The Early Years Foundation Stage (EYFS) is the area of education upon which young children build the rest of their lives. It is a single framework for care, learning and development. All children should be given the opportunity to experience the best possible start to their education to develop solid foundations which will ensure that they flourish throughout their school years and on into adulthood. The EYFS curriculum and Early Learning Goals sets a series of learning goals for children to work towards by the time they reach the end of EYFS at the age of 5+ when the KS1 curriculum begins. A high quality, well resourced, integrated early education should make a positive contribution to a child’s development with the key learning skills of listening, speaking, concentration, persistence, co-operation, literacy and numeracy. Rich, stimulating and appropriate experiences will provide each child with opportunities to develop these skills, their competencies and their thinking to the best of their ability across all areas of learning.

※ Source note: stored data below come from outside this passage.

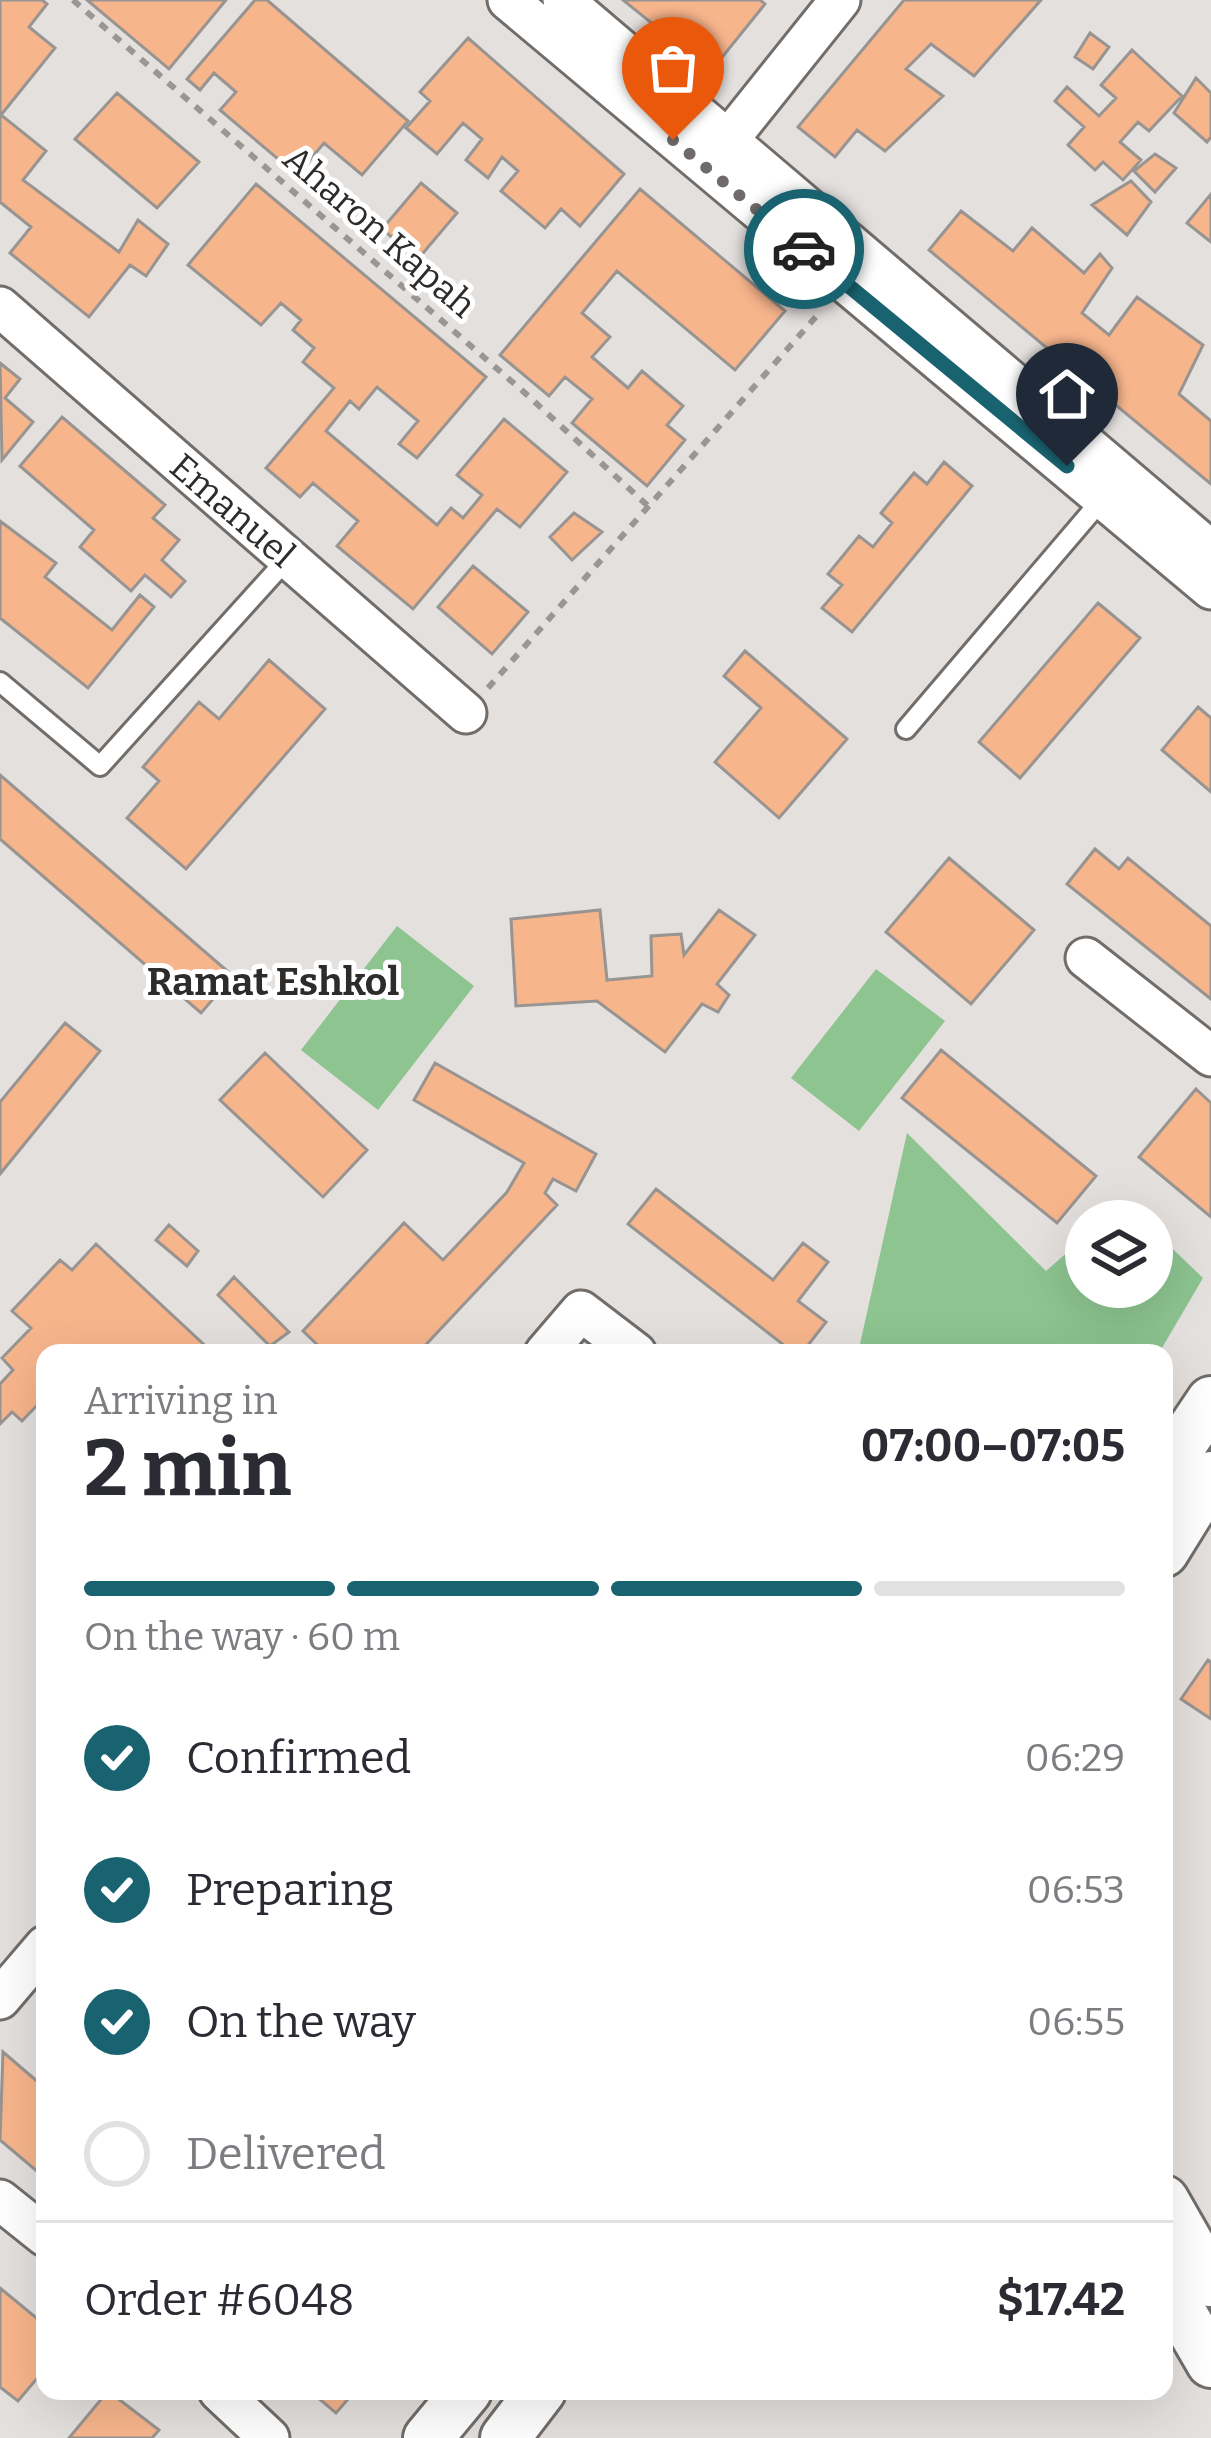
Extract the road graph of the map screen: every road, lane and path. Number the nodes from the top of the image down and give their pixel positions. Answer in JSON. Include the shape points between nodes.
{"nodes":[{"id":1,"x":74,"y":0,"type":"edge"},
{"id":2,"x":508,"y":0,"type":"edge"},
{"id":3,"x":563,"y":0,"type":"edge"},
{"id":4,"x":841,"y":0,"type":"edge"},
{"id":5,"x":717,"y":154,"type":"junction"},
{"id":6,"x":846,"y":283,"type":"junction"},
{"id":7,"x":0,"y":307,"type":"edge"},
{"id":8,"x":1104,"y":497,"type":"junction"},
{"id":9,"x":648,"y":506,"type":"junction"},
{"id":10,"x":1211,"y":551,"type":"edge"},
{"id":11,"x":288,"y":558,"type":"junction"},
{"id":12,"x":1211,"y":589,"type":"edge"},
{"id":13,"x":0,"y":682,"type":"edge"},
{"id":14,"x":466,"y":713,"type":"joint"},
{"id":15,"x":906,"y":729,"type":"dead end"},
{"id":16,"x":1086,"y":958,"type":"dead end"},
{"id":17,"x":1211,"y":1056,"type":"edge"},
{"id":18,"x":553,"y":1344,"type":"edge"},
{"id":19,"x":624,"y":1344,"type":"edge"},
{"id":20,"x":1211,"y":1402,"type":"edge"},
{"id":21,"x":1173,"y":1459,"type":"edge"},
{"id":22,"x":1211,"y":1476,"type":"edge"},
{"id":23,"x":1173,"y":1537,"type":"edge"},
{"id":24,"x":36,"y":1957,"type":"edge"},
{"id":25,"x":0,"y":1999,"type":"edge"},
{"id":26,"x":0,"y":2200,"type":"edge"},
{"id":27,"x":1173,"y":2216,"type":"edge"},
{"id":28,"x":36,"y":2229,"type":"edge"},
{"id":29,"x":1211,"y":2282,"type":"edge"},
{"id":30,"x":1173,"y":2298,"type":"edge"},
{"id":31,"x":1211,"y":2363,"type":"edge"},
{"id":32,"x":228,"y":2400,"type":"edge"},
{"id":33,"x":460,"y":2400,"type":"edge"},
{"id":34,"x":534,"y":2400,"type":"edge"},
{"id":35,"x":268,"y":2438,"type":"edge"},
{"id":36,"x":428,"y":2438,"type":"edge"},
{"id":37,"x":505,"y":2438,"type":"edge"}],
"edges":[{"from":1,"to":9,"type":"path","name":"Aharon Kapah"},
{"from":2,"to":5,"type":"street"},
{"from":3,"to":5,"type":"street"},
{"from":4,"to":5,"type":"street"},
{"from":5,"to":6,"type":"street"},
{"from":5,"to":10,"type":"street"},
{"from":6,"to":8,"type":"street"},
{"from":6,"to":9,"type":"path"},
{"from":7,"to":11,"type":"street","name":"Emanuel"},
{"from":8,"to":12,"type":"street"},
{"from":8,"to":15,"type":"lane"},
{"from":9,"to":14,"type":"path"},
{"from":11,"to":13,"type":"lane","via":[[100,766]]},
{"from":11,"to":14,"type":"street","name":"Emanuel"},
{"from":16,"to":17,"type":"street"},
{"from":18,"to":19,"type":"street","via":[[581,1311]]},
{"from":20,"to":21,"type":"street"},
{"from":22,"to":23,"type":"street"},
{"from":24,"to":25,"type":"street"},
{"from":26,"to":28,"type":"street"},
{"from":27,"to":29,"type":"street"},
{"from":30,"to":31,"type":"street"},
{"from":32,"to":35,"type":"street"},
{"from":33,"to":36,"type":"street"},
{"from":34,"to":37,"type":"street"}]}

  • To make the child’s first experience of school happy, positive and fun.
  • To ensure that all children feel valued and secure in the setting with positive relationships between carers and staff.
  • To ensure a breadth of balance in the curriculum through carefully planned adult input and sensitive interaction using the Early Learning Goals while having regard for the skills and attitudes the Key Stage 1 National Curriculum demand.
  • To encourage parents to become partners with the school in the education of their children.
  • To provide a curriculum firmly based on active learning to meet the needs of the individual child. Within any Early Years Foundation Stage cohort there will be wide variations in terms of development and maturity as well as family, religion, cultural background and special needs. Children will have differing experiences, interests, skills and knowledge, which affect both their learning pace and styles. This diversity is catered for within planning which has a flexible approach, using a wide range of strategies and teaching styles to address the particular needs of the children, families and the community. No child should be disadvantaged but each encouraged to develop self-esteem and confidence in their ability to learn.
  • To further love of learning, enquiring minds and the ability to discuss, adapt and negotiate well planned play and purposeful activity with challenge and enjoyment, both in and out of doors, will provide opportunity for teaching and learning. Within a well planned, organised environment, children should be able to explore, question, test, observe, experiment, plan, make decisions for themselves and participate in activities which are planned by adults as well as those which they plan and start themselves.
  • To provide the children time to become engrossed in what they are doing, to work in depth and to complete activities in order to develop positive attitudes to learning while staff need to understand how young children learn and develop, in order to observe and respond to them. Appropriate intervention can help children to become more involved in the learning process and provide opportunities for new learning and development, so that they can make progress.
  • To monitor progress throughout the Early Years Foundation stage, while taking action to identify areas of concern and provide necessary support.
  • To help children develop self-control and to respect the feelings, needs, culture and the abilities of others.

Parent Partnership:

Induction meetings are arranged for Nursery and Reception parents in June to enable them to get to know the setting and the practitioners and where they receive information packs and have an opportunity to talk to other parents. Parents of Nursery children are encouraged to sign up for a home visit prior to starting at Lord Blyton. All parents are encouraged to visit the school with their child/ren for a variety of activities throughout the year including, drop in events, Whole School Summer & Christmas Craft Fairs. A range of Parent Workshops are also organised throughout the year so parents feel involved and valued in their child’s learning. The 2-3yrs room run ‘BOO Groups’ and ‘Time Together’ and the 3-4yrs and Reception classes run a variety of ‘REAL’ projects.
The children from Lord Blyton Nursery will visit the Reception setting accompanied by the Nursery Staff to experience a morning or afternoon to get to know the Reception Staff and the other children in their new class. Children from other Nurseries who are to start are invited as well.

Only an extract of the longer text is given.